For now, the very first reaction seems to be positive on the Toronto Stock Exchange (TSE). Yesterday, the stock moved almost 7% up, on a large for the company turnover. The 2.7M shares traded exceeded four times the average for the company.
SAG has doubled its price since December, when it was traded at $0.04. Nevertheless, it is still below its year-high of $0.095, set in late January.
The future behavior of the stock will be, no doubt, influenced by the changes voted on the annual meeting. The shareholders approved the change of the company’s name to “Cerro Grande Mining Corporation” and the TSX stock symbol from SAG to CEG. They also voted in favor of a share consolidation plan, based on a 10:1 reverse split – ten old shares for one new. New directors were elected as well.

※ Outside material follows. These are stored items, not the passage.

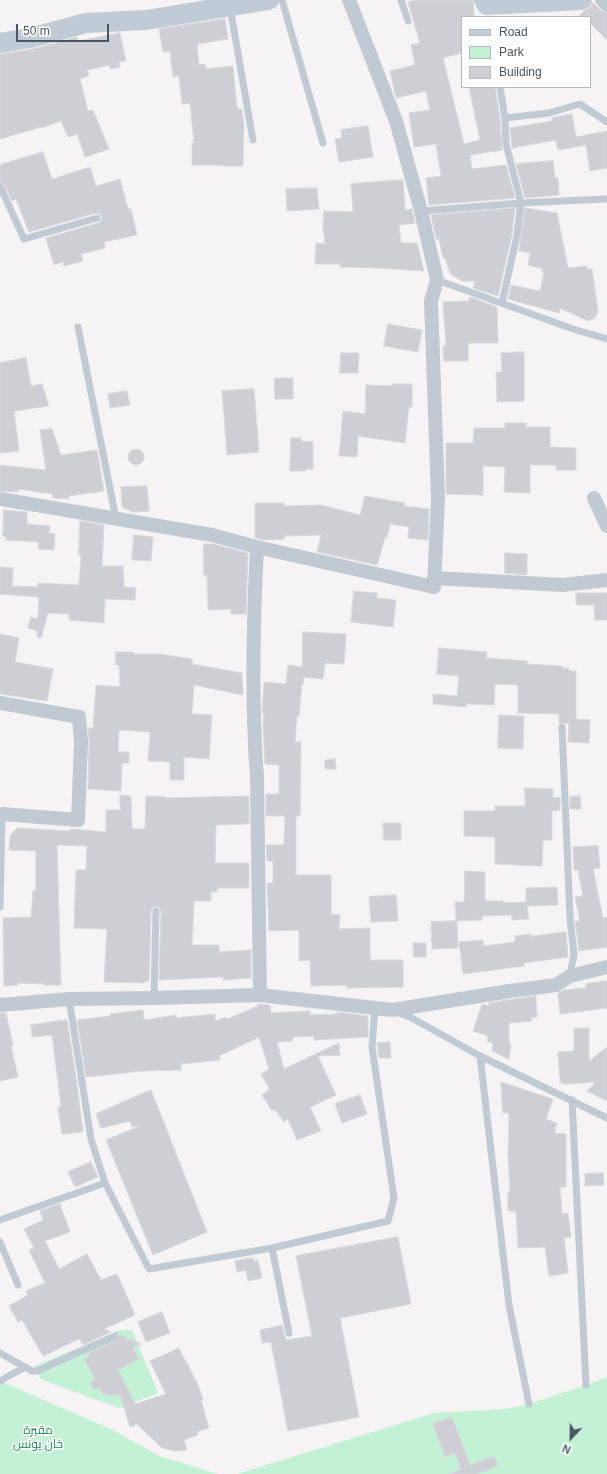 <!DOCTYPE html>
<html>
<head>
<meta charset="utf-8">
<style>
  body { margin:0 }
  #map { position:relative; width:607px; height:1474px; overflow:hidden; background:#f5f3f3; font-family:Arial,sans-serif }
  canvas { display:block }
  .legend { position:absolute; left:461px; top:16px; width:130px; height:72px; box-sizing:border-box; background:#fff; border:1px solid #b7bbc0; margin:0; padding:5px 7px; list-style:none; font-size:12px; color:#4a5661 }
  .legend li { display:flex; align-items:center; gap:8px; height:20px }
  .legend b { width:20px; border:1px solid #b7bbc0 }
  .north { position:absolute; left:551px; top:1418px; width:40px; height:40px; -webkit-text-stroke:3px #fff; paint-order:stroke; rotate:202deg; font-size:11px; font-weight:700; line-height:16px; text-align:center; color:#4a5661 }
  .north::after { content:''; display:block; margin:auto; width:14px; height:18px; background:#4a5661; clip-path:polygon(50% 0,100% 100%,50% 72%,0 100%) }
  .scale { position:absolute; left:16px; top:24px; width:93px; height:18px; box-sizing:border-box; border:2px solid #4a5661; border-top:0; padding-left:5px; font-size:12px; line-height:14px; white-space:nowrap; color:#4a5661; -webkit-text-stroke:3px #fff; paint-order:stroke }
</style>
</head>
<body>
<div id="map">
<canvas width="607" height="1474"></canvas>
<ul class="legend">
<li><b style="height:5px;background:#c1cbd6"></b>Road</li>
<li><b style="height:11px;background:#c3f1d5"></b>Park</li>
<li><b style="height:11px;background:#cdcfd5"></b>Building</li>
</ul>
<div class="north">N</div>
<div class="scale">50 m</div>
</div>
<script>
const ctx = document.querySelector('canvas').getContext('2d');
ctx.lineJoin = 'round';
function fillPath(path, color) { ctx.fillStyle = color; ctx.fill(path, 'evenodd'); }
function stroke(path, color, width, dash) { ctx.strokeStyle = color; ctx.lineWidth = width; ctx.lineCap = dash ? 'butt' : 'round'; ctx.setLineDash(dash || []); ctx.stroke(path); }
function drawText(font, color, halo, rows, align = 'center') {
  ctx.font = font + ' Arial,Cairo,sans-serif'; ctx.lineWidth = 3; ctx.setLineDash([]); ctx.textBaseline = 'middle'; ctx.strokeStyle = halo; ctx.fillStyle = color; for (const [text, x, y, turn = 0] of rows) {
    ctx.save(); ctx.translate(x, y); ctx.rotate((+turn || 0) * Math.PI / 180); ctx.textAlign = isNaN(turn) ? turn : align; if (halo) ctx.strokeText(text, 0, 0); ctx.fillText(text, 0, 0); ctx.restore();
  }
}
const green = new Path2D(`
  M120,1330H132L158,1393L119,1408L40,1379L35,1366Z
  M607,1377V1474H237L434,1413L505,1409L529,1404L586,1385Z
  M0,1381L113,1430L159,1456L218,1474H0Z`);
const building = new Path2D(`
  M417,0H473L474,17H462V53L443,58L464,144L480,140L469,87H495L500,118L502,150L470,155L472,169L506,165L515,198L429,205L426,178L441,176L436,144L414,147L409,113L430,110L426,91L396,98L390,71L415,65L411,45L420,43L408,2Z
  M593,3L601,11L607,13V40L590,23V17H578L584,11L589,9Z
  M225,19L228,39L197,44L199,65L205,64L206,69L233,66L237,109H242L244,125L243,166H222V165H192V143H194L190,103L182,104L179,76L173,77L170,51L163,52L159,29Z
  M120,33L126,61L119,62L120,67L110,69V65L87,70L89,76L80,79L88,111L93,110L109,149L85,157L77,134L68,137L61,121L42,128L41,127L0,139V54L33,49L77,37L78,41Z
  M572,114L576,137L607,131V168L590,171L586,145L558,150L556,140L512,148L510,128L552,121V118Z
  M368,126L373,157L339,162L335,139L342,138L341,130Z
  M43,152L52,179L90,167L96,186L120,179L128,209H131L137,235L104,242L105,248L81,254L83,261L64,266L63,262L54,265L46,238L98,223L101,221L102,217L100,214L96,213L29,232L16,199L12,201L4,184L0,181V165Z
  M553,161L555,178H558L559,195L525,198L516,164Z
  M403,180L405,210L412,209L415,223L399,225L401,243H417L424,271L379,268L340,267V264H315L316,243L325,244L323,227L324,211L353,212L351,184Z
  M317,188L319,209L287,211L286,189Z
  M515,208L512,234L498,296L473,288L475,281H462L452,275L450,273L445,258H443L439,239H436L431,215Z
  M525,208L557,213L568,268L587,266L588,269H592L598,311L595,318L588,321L560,308L559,313L508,299L511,285L540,291L544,272H542L543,269L528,265L530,253L519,251Z
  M470,297L497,307L498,343H468V361H444L443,346H446L443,302L469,301Z
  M388,324L422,330L418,352L384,346Z
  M524,352V401L497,402L496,372H502L501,353Z
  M341,353H359L358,373H340Z
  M26,358L31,386L42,384L49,406L14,411L19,451L0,453V363Z
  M275,378H293V399H275Z
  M392,384H412V407H409L405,443L358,436L357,457L339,456L343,411L365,414L366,385L392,386Z
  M254,389L259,452L227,455L222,391Z
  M127,391L130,405L110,408L108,394Z
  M505,423H526V427H550V447L576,448V470H556V465H530V493L504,492L505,467L483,466V495L446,494V443H473L474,428H505Z
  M52,429L61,455L97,450L104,491L69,496V499L53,498V494L18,489V492L0,491V465L46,470L40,430Z
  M291,438H301V441L313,442V469H306V471H290Z
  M128 457a8 8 0 1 1 16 0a8 8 0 1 1-16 0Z
  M147,486L149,511L133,512L122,507L121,487Z
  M365,496L405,503L404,506L429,509L428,540L408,538L409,527L390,524L387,537H385L377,565L317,552L321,535L284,536V539L263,540L255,538V503H284V506L321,505L360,515Z
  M4,510L27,512V524L50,526L49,533L55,534L54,550L38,549L39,542L6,540V537L3,536Z
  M80,521L104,525L102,566H123L124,587L136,588L135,600L105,599L104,623L69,620V614L48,613L41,638L37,637V631L28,628L31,617L38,619L39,597L0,594V567L13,568L12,586L38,587V583L79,585L81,555H79Z
  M134,535L153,537L151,561L132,560Z
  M204,544H213L248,553L246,614H231V609L208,610L207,575H204Z
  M505,553L527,554V575L505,573Z
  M354,591L377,593V598L396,600L393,627L351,622Z
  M576,593H607V620H595L594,605H577Z
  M303,632L346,634L344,664L325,663L323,679L304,677L303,685L302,684L299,716H297L295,742H301L300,816H296V875H331V914L340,915L339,929L370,928V960H403V987L347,988L346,985L311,986L310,960L299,961V930L269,931L267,883H273V861H267L266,845H284L285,816H266V794H279V765L265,764L263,726L264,713H262L264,682L286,684L288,665L302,667Z
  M0,634L19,638L15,662L53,669L47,701L0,694Z
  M439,648L487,652L486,658L527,661V664L562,666V668H569V671H576V719L590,720L589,743L568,742L569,723H559V714L518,713V685L495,684L494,705L466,704V707L433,704V694L457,696L459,676L437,674Z
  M116,652H134V654H159L192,659V664L242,673L243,695L194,685L192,714L212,715L209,759L184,757V780H170V762L148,761L150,732L119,730L118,752H129V763H122L121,791L88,789L89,742L88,728H93L96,685L120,687L119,665H116Z
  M499,715L524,716L523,749L498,748Z
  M335,759L336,769H325V760Z
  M525,788L553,789V798L560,797V810L552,811V840H543L542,866L495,864V837L464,836V811H495V806H525Z
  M120,795L131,796L132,829H145L146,796L166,797V798L249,796V824L216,825L215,863H249V888H217V892H211V901H194L192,945H219V952L251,950V978L223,980V977L159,980L161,911L159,907L156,906L152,908L151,911L149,981H145V983L104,982L107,929L74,928L76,870H86L87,846L57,845L61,985H44V984L18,983V985L4,986L3,918L31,917L33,890H36V851L9,850L10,836L17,828L70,831V829L106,832V810H120Z
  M580,796L581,809H570V797Z
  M383,823H401V840H384Z
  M598,846L600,868L593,869L603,918L607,917V947L579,951L575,921H580L575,897L583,896L578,870H574L573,847Z
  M465,871L485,872V901H503V903L526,902V888L557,887L558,905L527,906L529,919L512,920V915L482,916V920L456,921L455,902H464Z
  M396,895L398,921L371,922L369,897Z
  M457,921L458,948L432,949L431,922Z
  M566,932L568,957L524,963V966L463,974L459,942L483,940V946L515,942V936L531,934V936Z
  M413,943H426V957H414Z
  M607,981V1008L560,1014L558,993L564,990L586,988V984Z
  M536,996L537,1017L531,1018L532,1021L509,1023V1043L511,1044L509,1059L492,1051L493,1043L487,1041L488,1036L473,1031L482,1004L489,1006V1003Z
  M258,1004L270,1005L271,1013L310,1011V1015L337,1014V1012L368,1016V1037L314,1040V1036L293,1037V1041L277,1042L284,1069L339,1043L340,1055L318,1056L336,1095L310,1107L321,1131L297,1140L288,1119L284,1122L275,1109L272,1111L262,1095L270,1089L261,1074L269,1069L259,1037L219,1056L220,1060L181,1064V1070L143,1071L86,1077L77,1020L110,1016V1014L143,1010L144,1020L176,1015V1018L215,1014V1021L226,1017L227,1019L258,1006Z
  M0,1013H6L13,1046H11L18,1077L0,1081Z
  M67,1020L76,1077L83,1132L62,1134L58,1107L61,1106L52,1035L32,1037L31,1025Z
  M589,1028V1061L607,1047V1101L587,1091L596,1082L564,1084L560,1082L558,1052L574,1051V1029Z
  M390,1042L391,1058H379L377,1043Z
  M501,1082L553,1099L546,1119L557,1123L554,1133L566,1134V1187H560L562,1214L568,1213L571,1237L564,1238L568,1273L549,1276L545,1247L518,1248L516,1211H508V1192H510L508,1154L509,1113H503Z
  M151,1090L207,1232L153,1255L106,1140L140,1126L132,1127L130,1121L101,1128L96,1114Z
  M360,1095L367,1114L342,1123L335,1104Z
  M91,1162L98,1177L75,1187L68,1172Z
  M603,1173L604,1185L585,1186V1174Z
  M60,1204L70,1232L45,1241L59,1269L87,1254L101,1280L117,1274L135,1315L104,1329L111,1332L83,1345L79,1339L43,1356L22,1320L18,1322L9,1306L28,1295L26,1291L45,1283L29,1250L34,1248L24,1229L43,1220L40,1211Z
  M398,1237L411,1304L340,1318L359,1417L288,1431L271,1342L262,1343L260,1330L282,1325L286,1340L312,1336L296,1256Z
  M253,1258L254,1261L258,1260L262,1278L248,1281L246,1270L237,1272L235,1261Z
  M162,1312L170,1333L146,1342L138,1322Z
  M120,1335L141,1344L133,1347L139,1359L118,1370L135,1404L166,1394L150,1361L179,1348L184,1359H185L198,1385L203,1399L201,1400L209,1428L197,1432L198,1435L184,1440L187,1450L176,1451L162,1448L137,1424L130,1427L120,1394L117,1396L116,1394L111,1396L102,1393L99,1388L94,1390L90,1382L95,1379L84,1359L89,1356L87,1354L117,1340Z
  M452,1417L470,1465L494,1456L498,1466L477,1474H450L461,1469L455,1453L445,1457L433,1424Z`);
const lane = new Path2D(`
  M282,0L323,143
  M401,0L408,21
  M230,7L253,140
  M500,87L505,118L506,144L521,203L517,235L502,303
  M505,118L549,113L580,104L607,122
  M0,186L24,239L97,218
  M421,211L521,203L605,199
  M437,280L576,330L607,339
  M78,327L116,519
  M562,727L570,918L574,954L570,976
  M0,907L2,814H1
  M154,998L156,911
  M69,999L91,1139L105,1183L149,1269L272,1248L388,1221L394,1198L372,1047L375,1008
  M397,1012L410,1017L480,1056L607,1118
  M480,1056L509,1305L529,1404
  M572,1100L586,1385
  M0,1220L105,1183
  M0,1242L18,1285
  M272,1248L289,1333
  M0,1353L32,1371H37L115,1336
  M0,1381L25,1367`);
const street = new Path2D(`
  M602,0L607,5
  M594,498L607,526
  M0,499L212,535L257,547L434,587L438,498L431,301L437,280L421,211L396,121L349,0
  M257,547C253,624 251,700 257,777L260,995
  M434,578L563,585L607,580
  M0,703L79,717L81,742L78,820L2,814
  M0,1005L69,999L154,998L260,995L392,1010L510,991L556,985L570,976L607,967`);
const secondary = new Path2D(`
  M484,0L487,5L582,0
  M0,43L30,38L86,23L146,20L269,0`);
const parkNames = [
  ["مقبرة",38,1431],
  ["خان يونس",38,1445]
];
fillPath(green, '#c3f1d5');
fillPath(building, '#cdcfd5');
stroke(building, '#d7d9de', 1);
stroke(lane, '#c1cad2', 7);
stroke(street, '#c1cad2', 14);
stroke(secondary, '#c1cbd6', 20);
drawText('12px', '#17864f', '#fff', parkNames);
</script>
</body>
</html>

Judging by the chart, we might assume possible support levels for SAG at $0.065 and $0.07 and a probable resistance level at $0.085.
The financial state of the company looks solid and could possibly support a further rise in the shares. In the end of 2010, South reported rising revenue, a positive net income of $1.68M for the fourth quarter of the year, and $3M in cash.
Looking from a different angle, however, there are, maybe, somewhat negative data in the latest company’s financial reports. This is the humble working capital, which was only $0.26M in the end of 2010. The $1.17M, raised through the exercise of stock options and warrants in February, could hardly make things much more different.
Finally, we should note that the company seems overvalued by investors, as its present market value is $68.5M, while the tangible net worth of the company is about $15M. This suggests the current share price looks a bit high and is not supported enough by the company’s fundamentals.